What do Decadent Liberals Say about Paedophilia “Cuties’? By Mrs Vera West
Four 11-year-old girls doing revealing dirty dancing? Isn’t this exploitation? No, the critics and Left are saying that it is liberating etc. Be aware that the show features a Black Muslim migrant girl who is the centre of attention, or is it child abuse? All done by French-Senegalese writer Maimouna Doucoure, who should know better. The dancing merges into paedophilia, as many commentators have said, and that is by non-white feminists too. The bits I have seen are utterly disgusting, and I had to be ill many times, more than usual doing this writing.
“As of right now, a full 88 percent of critics approve of Cuties, Netflix’s piece of soft-core child pornography, while only three percent of the audience agree. That’s not a typo. Three percent. Over the years, I’ve seen some wide gulfs between audience and critic at Rotten Tomatoes, but that probably takes the cake and the pie and the whole enchilada. Keep in mind, Rotten Tomatoes has worked hard to game these scores to protect its Hollywood masters, and still it’s 88 to three. So, despite what the fake media are telling you about criticism of Cuties coming only from the close-minded and unenlightened political right, Cuties is not proving to be at all divisive, at least not among real people. A full 1,047 audience members voted on Cuties, which means 1,047 of everyday people took the time to log an opinion, and only three percent gave it a thumbs up. That works out to a terrible approval score of less than one percent — 0.69 percent, to be precise. So where are all the enlightened and sophisticated Biden voters voting Cuties up? There are none. Well, almost none. Can I say statistically none? Think I can. Think I will. Of course, among the elite critical class there is not much division either. Among the 33 critics who have so far reviewed it, 29 gave Cuties a positive review, while only four logged a negative one. Yours truly sat through Cuties on Thursday and posted a review. Not on Rotten Tomatoes. To have your reviews posted on Rotten Tomatoes you have to join Rotten Tomatoes and I don’t join anything. I’m not a joiner. Naturally, my negative review is already under attack by the foo foo defending 11-year-old girls in short-shorts opening their legs wide-open for the camera. But no one can say I didn’t give it a fair shot, that I didn’t give it the benefit of the doubt. I am the guy, after all, who’s first movie review for Breitbart News (then Big Hollywood) was a rave over Stephen Soderbergh’s two-part love letter to Che Guevera. You can look it up, if you want. I’m not going to link it. Rereading what I wrote two weeks ago is bad enough, so you can imagine how excruciating a 12-year trip down memory lane might be. Anyway, it’s good to see that normal people are not divided on the issue of softcore child pornography. More than 97 percent of us are against it. Of course, to be fair, elite film critics are also not divided on the issue of softcore child pornography. Almost 90 percent of them are for it.”

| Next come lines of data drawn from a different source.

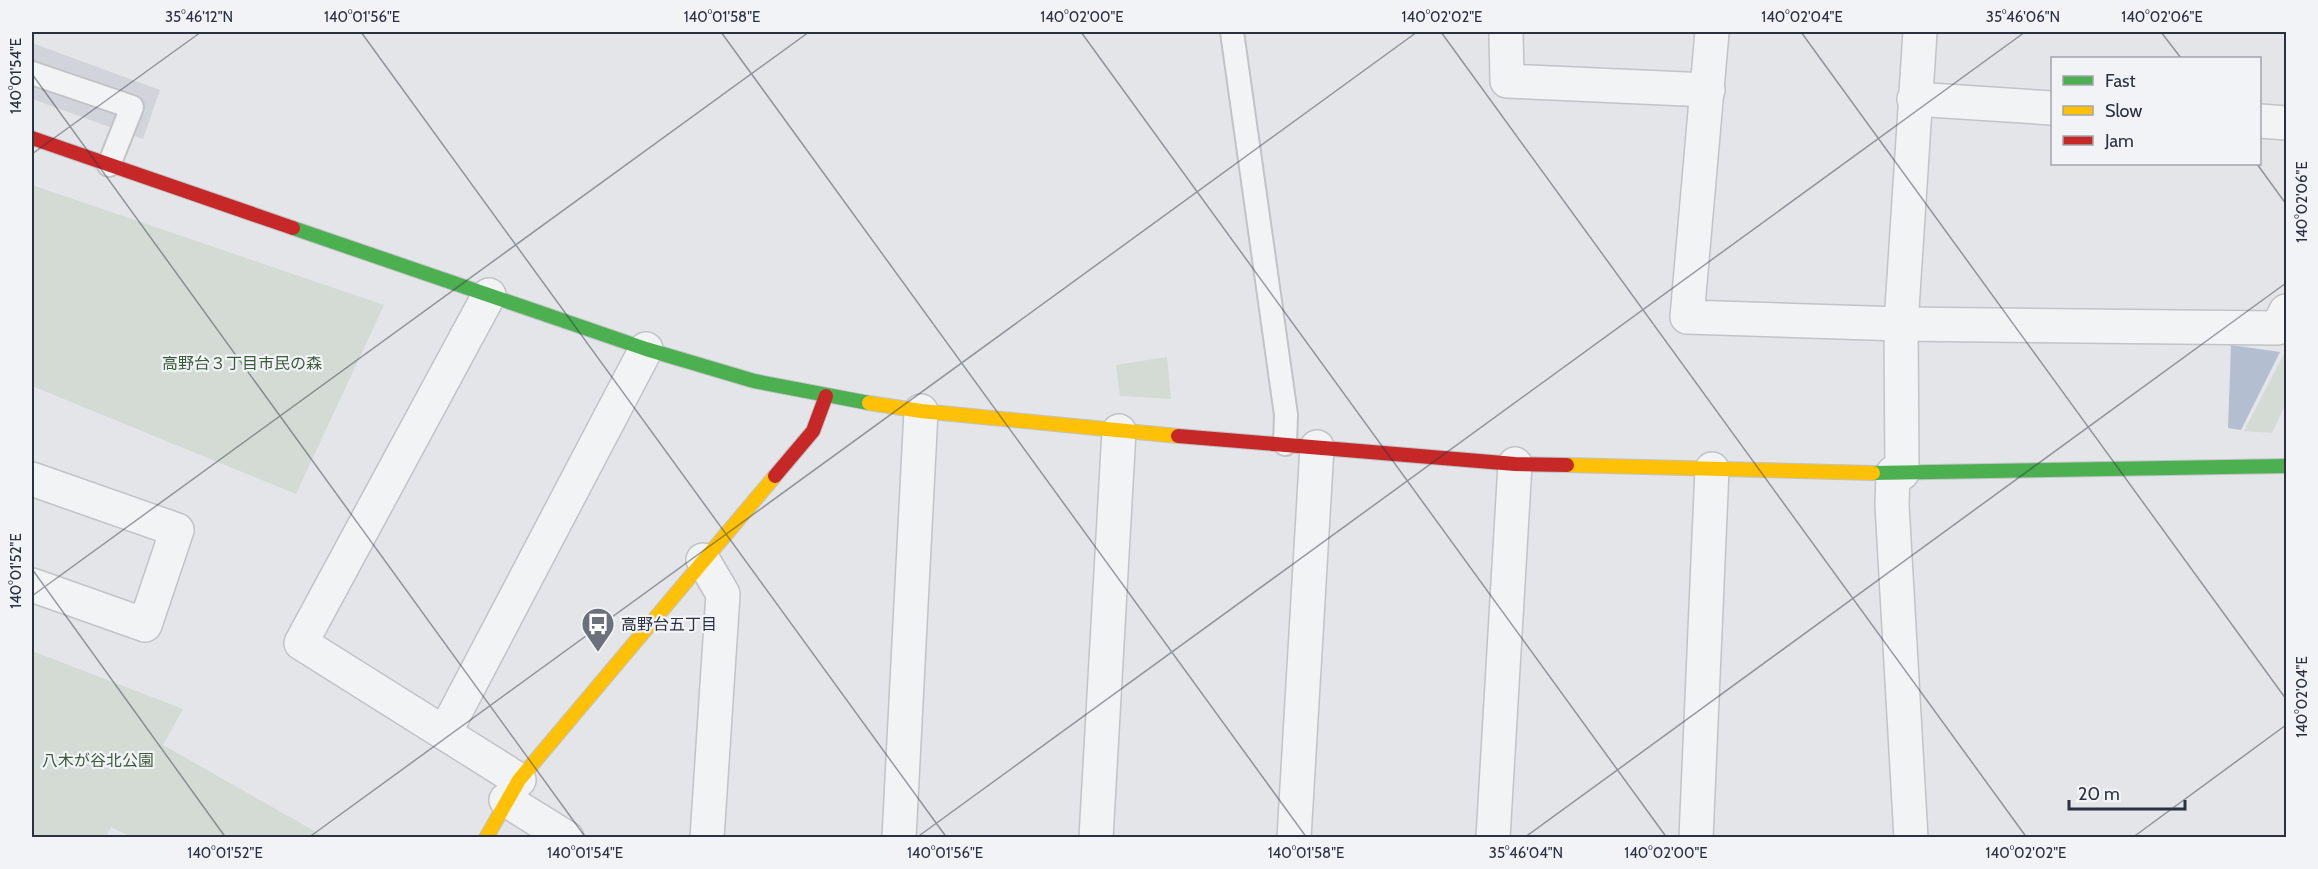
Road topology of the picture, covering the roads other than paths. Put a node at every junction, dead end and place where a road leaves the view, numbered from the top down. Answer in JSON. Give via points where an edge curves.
{"nodes":[{"id":1,"x":1232,"y":32,"type":"edge"},
{"id":2,"x":1506,"y":32,"type":"edge"},
{"id":3,"x":1712,"y":32,"type":"edge"},
{"id":4,"x":1920,"y":32,"type":"edge"},
{"id":5,"x":32,"y":73,"type":"edge"},
{"id":6,"x":1708,"y":90,"type":"junction"},
{"id":7,"x":1914,"y":99,"type":"junction"},
{"id":8,"x":2051,"y":108,"type":"edge"},
{"id":9,"x":2261,"y":121,"type":"edge"},
{"id":10,"x":2286,"y":123,"type":"edge"},
{"id":11,"x":32,"y":138,"type":"edge"},
{"id":12,"x":109,"y":165,"type":"junction"},
{"id":13,"x":489,"y":295,"type":"junction"},
{"id":14,"x":2286,"y":311,"type":"edge"},
{"id":15,"x":1901,"y":324,"type":"junction"},
{"id":16,"x":646,"y":348,"type":"junction"},
{"id":17,"x":826,"y":396,"type":"junction"},
{"id":18,"x":921,"y":411,"type":"junction"},
{"id":19,"x":1119,"y":431,"type":"junction"},
{"id":20,"x":1285,"y":444,"type":"junction"},
{"id":21,"x":1317,"y":447,"type":"junction"},
{"id":22,"x":1515,"y":464,"type":"junction"},
{"id":23,"x":2286,"y":466,"type":"edge"},
{"id":24,"x":1712,"y":469,"type":"junction"},
{"id":25,"x":1897,"y":473,"type":"junction"},
{"id":26,"x":32,"y":479,"type":"edge"},
{"id":27,"x":703,"y":560,"type":"junction"},
{"id":28,"x":32,"y":585,"type":"edge"},
{"id":29,"x":445,"y":732,"type":"junction"},
{"id":30,"x":512,"y":790,"type":"junction"},
{"id":31,"x":486,"y":837,"type":"edge"},
{"id":32,"x":567,"y":837,"type":"edge"},
{"id":33,"x":707,"y":837,"type":"edge"},
{"id":34,"x":900,"y":837,"type":"edge"},
{"id":35,"x":1096,"y":837,"type":"edge"},
{"id":36,"x":1294,"y":837,"type":"edge"},
{"id":37,"x":1493,"y":837,"type":"edge"},
{"id":38,"x":1696,"y":837,"type":"edge"},
{"id":39,"x":1911,"y":837,"type":"edge"}],
"edges":[{"from":1,"to":20,"type":"lane","via":[[1286,414]]},
{"from":2,"to":6,"type":"street","via":[[1507,81]]},
{"from":3,"to":6,"type":"street"},
{"from":4,"to":7,"type":"street"},
{"from":5,"to":12,"type":"lane","via":[[132,107]]},
{"from":6,"to":15,"type":"street","via":[[1687,317]]},
{"from":7,"to":8,"type":"street"},
{"from":7,"to":15,"type":"street"},
{"from":9,"to":10,"type":"street"},
{"from":11,"to":12,"type":"street"},
{"from":12,"to":13,"type":"street"},
{"from":13,"to":16,"type":"street"},
{"from":13,"to":29,"type":"street","via":[[301,643]]},
{"from":14,"to":15,"type":"street","via":[[2277,328]]},
{"from":15,"to":25,"type":"street"},
{"from":16,"to":17,"type":"street","via":[[754,381]]},
{"from":16,"to":29,"type":"street"},
{"from":17,"to":18,"type":"street"},
{"from":17,"to":27,"type":"street","via":[[813,431]]},
{"from":18,"to":19,"type":"street"},
{"from":18,"to":34,"type":"street"},
{"from":19,"to":20,"type":"street"},
{"from":19,"to":35,"type":"street"},
{"from":20,"to":21,"type":"street"},
{"from":21,"to":22,"type":"street"},
{"from":21,"to":36,"type":"street"},
{"from":22,"to":24,"type":"street"},
{"from":22,"to":37,"type":"street"},
{"from":23,"to":25,"type":"street"},
{"from":24,"to":25,"type":"street"},
{"from":24,"to":38,"type":"street"},
{"from":25,"to":39,"type":"street","via":[[1892,505]]},
{"from":26,"to":28,"type":"street","via":[[177,530],[145,625]]},
{"from":27,"to":30,"type":"street"},
{"from":27,"to":33,"type":"street","via":[[723,594]]},
{"from":29,"to":30,"type":"street"},
{"from":30,"to":31,"type":"street"},
{"from":30,"to":32,"type":"street"}]}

So, what is the agenda here? It is no longer about taking down Whites, since the attack here is upon traditional Muslim families, and this is initially surprising, but it shows the agenda is much wider. It is total communism and the destruction of the traditional values, White, Muslim, you name it. We all, the little people have to fight this, the endgame of cultural liberalism and Marxist revolution.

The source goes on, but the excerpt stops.